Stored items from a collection
▼
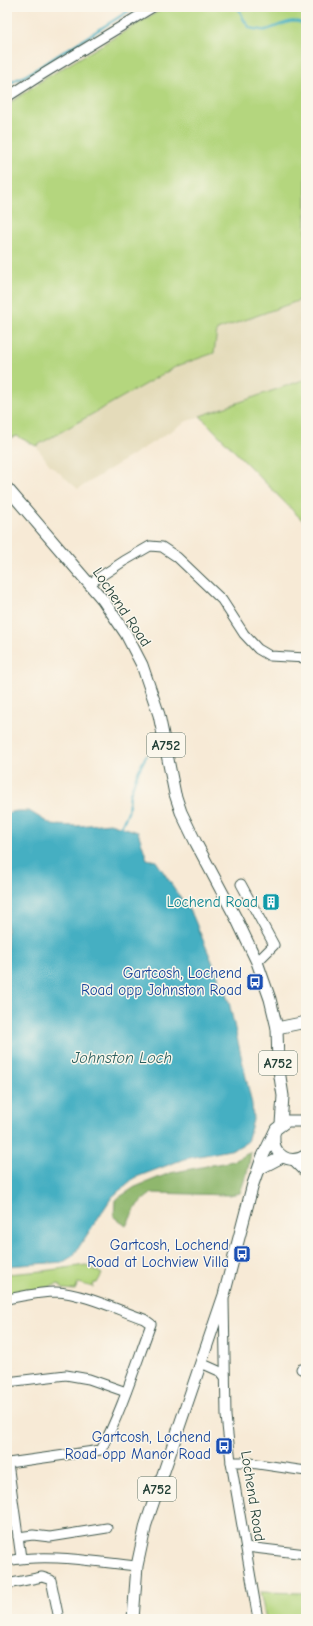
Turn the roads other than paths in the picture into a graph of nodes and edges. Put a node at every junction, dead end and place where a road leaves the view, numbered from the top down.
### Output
1 (153, 7) edge
2 (7, 98) edge
3 (7, 488) edge
4 (89, 584) junction
5 (306, 658) edge
6 (241, 884) dead end
7 (257, 962) junction
8 (306, 1022) edge
9 (277, 1028) junction
10 (283, 1096) junction
11 (304, 1123) edge
12 (281, 1124) junction
13 (274, 1136) junction
14 (287, 1158) junction
15 (306, 1158) edge
16 (259, 1169) junction
17 (306, 1173) edge
18 (224, 1295) junction
19 (7, 1299) edge
20 (201, 1363) junction
21 (225, 1378) junction
22 (7, 1382) edge
23 (126, 1392) junction
24 (231, 1462) junction
25 (306, 1471) edge
26 (107, 1528) dead end
27 (18, 1537) junction
28 (246, 1547) junction
29 (306, 1554) edge
30 (21, 1558) junction
31 (7, 1561) edge
32 (137, 1566) junction
33 (7, 1584) edge
34 (59, 1619) edge
35 (133, 1619) edge
36 (258, 1619) edge

1 - 2 street
3 - 4 main road, Lochend Road / A752
4 - 5 street
4 - 7 main road, Lochend Road / A752
6 - 7 street
7 - 9 main road, Lochend Road / A752
8 - 9 main road
9 - 10 main road, Lochend Road / A752
10 - 11 main road, Lochend Road / A752
10 - 12 main road, Lochend Road / A752
11 - 12 main road
12 - 13 main road
13 - 14 main road
13 - 16 main road, A752
14 - 15 main road
14 - 16 main road
14 - 17 street
16 - 18 main road, A752
18 - 20 main road, A752
18 - 21 street, Lochend Road
19 - 23 street
20 - 21 street
20 - 32 main road, A752
21 - 24 street, Lochend Road
22 - 23 street
23 - 27 street
24 - 25 street
24 - 28 street, Lochend Road
26 - 27 street
27 - 30 street
28 - 29 street
28 - 36 street, Lochend Road
30 - 31 street
30 - 32 street
32 - 35 main road, A752
33 - 34 street

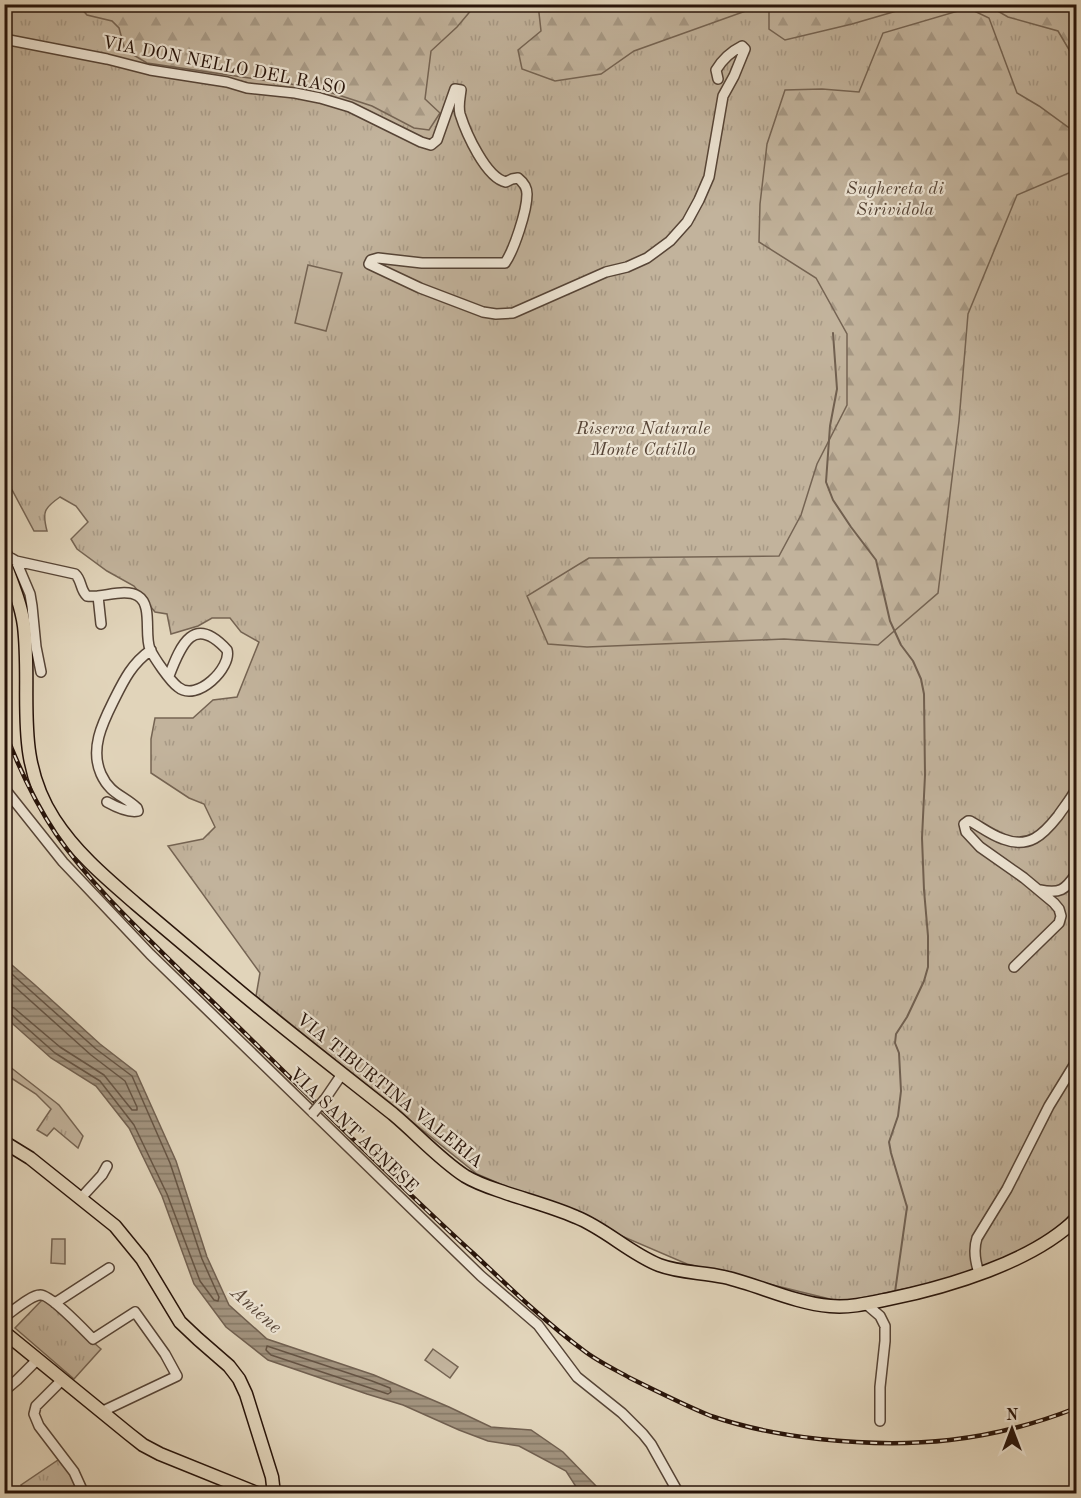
▲
WHAT IS BEING ASKED: Restate the records above word for word. Skip every picture.

ANSWER SPACE:
Turn the roads other than paths in the picture into a graph of nodes and edges. Put a node at every junction, dead end and place where a road leaves the view, numbered from the top down.
### Output
1 (153, 7) edge
2 (7, 98) edge
3 (7, 488) edge
4 (89, 584) junction
5 (306, 658) edge
6 (241, 884) dead end
7 (257, 962) junction
8 (306, 1022) edge
9 (277, 1028) junction
10 (283, 1096) junction
11 (304, 1123) edge
12 (281, 1124) junction
13 (274, 1136) junction
14 (287, 1158) junction
15 (306, 1158) edge
16 (259, 1169) junction
17 (306, 1173) edge
18 (224, 1295) junction
19 (7, 1299) edge
20 (201, 1363) junction
21 (225, 1378) junction
22 (7, 1382) edge
23 (126, 1392) junction
24 (231, 1462) junction
25 (306, 1471) edge
26 (107, 1528) dead end
27 (18, 1537) junction
28 (246, 1547) junction
29 (306, 1554) edge
30 (21, 1558) junction
31 (7, 1561) edge
32 (137, 1566) junction
33 (7, 1584) edge
34 (59, 1619) edge
35 (133, 1619) edge
36 (258, 1619) edge

1 - 2 street
3 - 4 main road, Lochend Road / A752
4 - 5 street
4 - 7 main road, Lochend Road / A752
6 - 7 street
7 - 9 main road, Lochend Road / A752
8 - 9 main road
9 - 10 main road, Lochend Road / A752
10 - 11 main road, Lochend Road / A752
10 - 12 main road, Lochend Road / A752
11 - 12 main road
12 - 13 main road
13 - 14 main road
13 - 16 main road, A752
14 - 15 main road
14 - 16 main road
14 - 17 street
16 - 18 main road, A752
18 - 20 main road, A752
18 - 21 street, Lochend Road
19 - 23 street
20 - 21 street
20 - 32 main road, A752
21 - 24 street, Lochend Road
22 - 23 street
23 - 27 street
24 - 25 street
24 - 28 street, Lochend Road
26 - 27 street
27 - 30 street
28 - 29 street
28 - 36 street, Lochend Road
30 - 31 street
30 - 32 street
32 - 35 main road, A752
33 - 34 street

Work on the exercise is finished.